Visual depiction of the quest for Indian independence is the subject of a lecture by international film scholar Priya Jaikumar. Her presentation, “Insurgent and Location Shots: Destruction and the Visual Productions of Place with the Indian Rebellion of 1857,” will be Friday, March 27, at 3 p.m. in the Killian Room (Room 500) in Syracuse University’s Hall of Languages. The event is presented by the Visual Arts and Cultures Cluster of the Mellon Central New York Humanities Corridor, an interdisciplinary collaboration between SU, Cornell University and the University of Rochester, sponsored by The Andrew W. Mellon Foundation.

The lecture is free and open to the public. Parking is available in the SU pay lots. For more information, call SU’s Humanities Center at 315-443-7192.

The Indian Rebellion of 1857, which began as a mutiny by Indian soldiers of Great Britain’s East India Co. and led to other revolts throughout British-occupied India, is generally regarded as a watershed moment in Indian history. Also, the rebellion coincides with the rise of international photography and film, shot on location. The intertwining film histories of a declining empire (Great Britain) and a nascent nation (India) are at the heart of an acclaimed book by Jaikumar, “Cinema at the End of Empire: A Politics of Transition in Britain and India” (Duke University Press, 2006), as well as her lecture at SU.

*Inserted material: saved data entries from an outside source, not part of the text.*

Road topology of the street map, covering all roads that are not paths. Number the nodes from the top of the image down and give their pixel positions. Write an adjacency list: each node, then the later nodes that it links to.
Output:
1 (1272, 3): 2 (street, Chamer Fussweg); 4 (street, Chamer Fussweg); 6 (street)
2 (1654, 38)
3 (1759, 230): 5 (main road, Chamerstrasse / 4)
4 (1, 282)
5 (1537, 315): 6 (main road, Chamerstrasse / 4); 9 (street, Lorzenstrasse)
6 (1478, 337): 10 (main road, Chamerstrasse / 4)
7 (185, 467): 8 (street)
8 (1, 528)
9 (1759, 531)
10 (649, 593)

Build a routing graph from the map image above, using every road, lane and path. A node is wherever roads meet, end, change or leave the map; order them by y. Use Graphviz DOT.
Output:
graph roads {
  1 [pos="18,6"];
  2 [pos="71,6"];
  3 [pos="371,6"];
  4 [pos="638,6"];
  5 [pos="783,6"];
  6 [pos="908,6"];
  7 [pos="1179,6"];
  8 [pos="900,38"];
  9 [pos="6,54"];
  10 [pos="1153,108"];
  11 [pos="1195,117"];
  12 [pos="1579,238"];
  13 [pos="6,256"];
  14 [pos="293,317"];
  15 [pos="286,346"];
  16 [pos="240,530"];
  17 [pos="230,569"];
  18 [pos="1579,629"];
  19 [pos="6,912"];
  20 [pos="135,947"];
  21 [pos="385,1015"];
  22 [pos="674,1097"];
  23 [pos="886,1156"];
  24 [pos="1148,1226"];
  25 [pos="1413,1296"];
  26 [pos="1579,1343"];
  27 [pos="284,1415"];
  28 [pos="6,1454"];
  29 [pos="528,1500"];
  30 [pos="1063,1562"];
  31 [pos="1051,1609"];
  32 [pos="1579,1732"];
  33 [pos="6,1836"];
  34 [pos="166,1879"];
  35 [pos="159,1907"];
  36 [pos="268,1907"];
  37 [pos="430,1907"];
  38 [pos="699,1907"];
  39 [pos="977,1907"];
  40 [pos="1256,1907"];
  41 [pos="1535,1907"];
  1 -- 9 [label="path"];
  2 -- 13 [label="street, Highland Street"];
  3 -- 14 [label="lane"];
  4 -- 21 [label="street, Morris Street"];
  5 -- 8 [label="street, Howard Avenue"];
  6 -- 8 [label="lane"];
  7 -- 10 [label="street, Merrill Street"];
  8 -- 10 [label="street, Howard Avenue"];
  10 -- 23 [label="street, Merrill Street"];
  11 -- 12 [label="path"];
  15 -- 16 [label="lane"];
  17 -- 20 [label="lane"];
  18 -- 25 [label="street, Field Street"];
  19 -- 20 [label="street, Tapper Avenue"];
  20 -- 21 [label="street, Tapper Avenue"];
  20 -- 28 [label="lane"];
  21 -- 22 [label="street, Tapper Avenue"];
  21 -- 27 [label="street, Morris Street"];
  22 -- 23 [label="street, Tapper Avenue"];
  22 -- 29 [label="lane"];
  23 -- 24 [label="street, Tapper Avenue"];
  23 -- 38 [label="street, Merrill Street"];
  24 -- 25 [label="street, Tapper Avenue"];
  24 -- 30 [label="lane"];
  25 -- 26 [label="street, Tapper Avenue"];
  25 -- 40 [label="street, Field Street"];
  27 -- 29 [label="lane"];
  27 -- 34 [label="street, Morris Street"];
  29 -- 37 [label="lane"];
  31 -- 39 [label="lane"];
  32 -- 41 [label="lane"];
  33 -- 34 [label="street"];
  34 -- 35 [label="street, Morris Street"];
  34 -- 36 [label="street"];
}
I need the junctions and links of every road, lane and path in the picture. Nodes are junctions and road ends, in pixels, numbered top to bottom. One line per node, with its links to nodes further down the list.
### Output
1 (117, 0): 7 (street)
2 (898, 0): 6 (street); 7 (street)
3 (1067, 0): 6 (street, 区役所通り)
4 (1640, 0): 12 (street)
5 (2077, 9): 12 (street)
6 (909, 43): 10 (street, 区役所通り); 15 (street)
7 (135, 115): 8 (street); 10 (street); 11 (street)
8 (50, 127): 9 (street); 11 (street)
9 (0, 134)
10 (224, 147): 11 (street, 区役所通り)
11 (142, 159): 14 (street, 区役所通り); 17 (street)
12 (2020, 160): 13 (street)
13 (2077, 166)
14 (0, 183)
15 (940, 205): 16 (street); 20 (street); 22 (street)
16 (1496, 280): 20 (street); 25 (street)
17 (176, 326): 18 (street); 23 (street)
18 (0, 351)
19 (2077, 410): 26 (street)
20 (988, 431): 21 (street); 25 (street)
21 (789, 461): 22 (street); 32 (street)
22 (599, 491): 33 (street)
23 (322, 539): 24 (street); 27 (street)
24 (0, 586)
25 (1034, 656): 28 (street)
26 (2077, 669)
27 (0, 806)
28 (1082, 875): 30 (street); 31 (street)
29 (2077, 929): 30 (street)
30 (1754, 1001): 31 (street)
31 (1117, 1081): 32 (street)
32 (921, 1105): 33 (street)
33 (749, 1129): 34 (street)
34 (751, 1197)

“My discussion will be an effort to theorize film’s cosmopolitanism, which paralleled colonialism’s violent onslaughts upon a unified sense of space,” says Jaikumar, associate professor and director of graduate studies at the University of Southern California’s School of Cinematic Arts. “The paradox is of a splintering sense of time and place coincident with the intimacy and newly shared visual familiarity of a location.” The former SU English professor is widely regarded for her scholarship in cultural regulation, political change and feminism in film.

During her lecture, Jaikumar will single out the northern Indian city of Lucknow, whose colonial social and spatial relations were violently reordered by the anti-British revolts of 1857. “Episodes of anti-state insurgency are marked by an obsession with visual mappings,” adds Jaikumar, drawing comparisons to modern-day Tikrit and Fallujah in Iraq. “I will talk about the proliferating international public for photography and film shot, which accommodated variable investments in the land scarred by insurgent and official violence, alongside a dominant visual prose of counter-insurgency.”

The Mellon Central New York Humanities Corridor is an interdisciplinary collaboration of three regional AAU (Association of American Universities) institutions with vigorous humanistic scholarly traditions: SU, Cornell University and the University of Rochester. The Mellon CNY Humanities Corridor is generously supported by The Andrew W. Mellon Foundation through a four-year, $1 million award designed to raise public engagement with and visibility of the humanities throughout Central New York and to enhance the productivity of its key scholars, students, and community members. More information is available at http://thecollege.syr.edu/mellon.

The Mellon CNY Humanities Corridor is administered by SU’s Humanities Center. The Humanities Center promotes a broad, collaborative, and interdisciplinary notion of the humanities, comprising traditional disciplines and new interdisciplinary inquiry. In promoting scholarly excellence and the visibility of the humanities, the Humanities Center supports three models of inquiry: traditional, transdisciplinary and publicly engaged research (or scholarship in action) with communities to create capacity and to solve increasingly complex human problems.

Gregg Lambert, Dean’s Professor of the Humanities, is founding director of the Humanities Center and co-director of the Mellon CNY Humanities Corridor.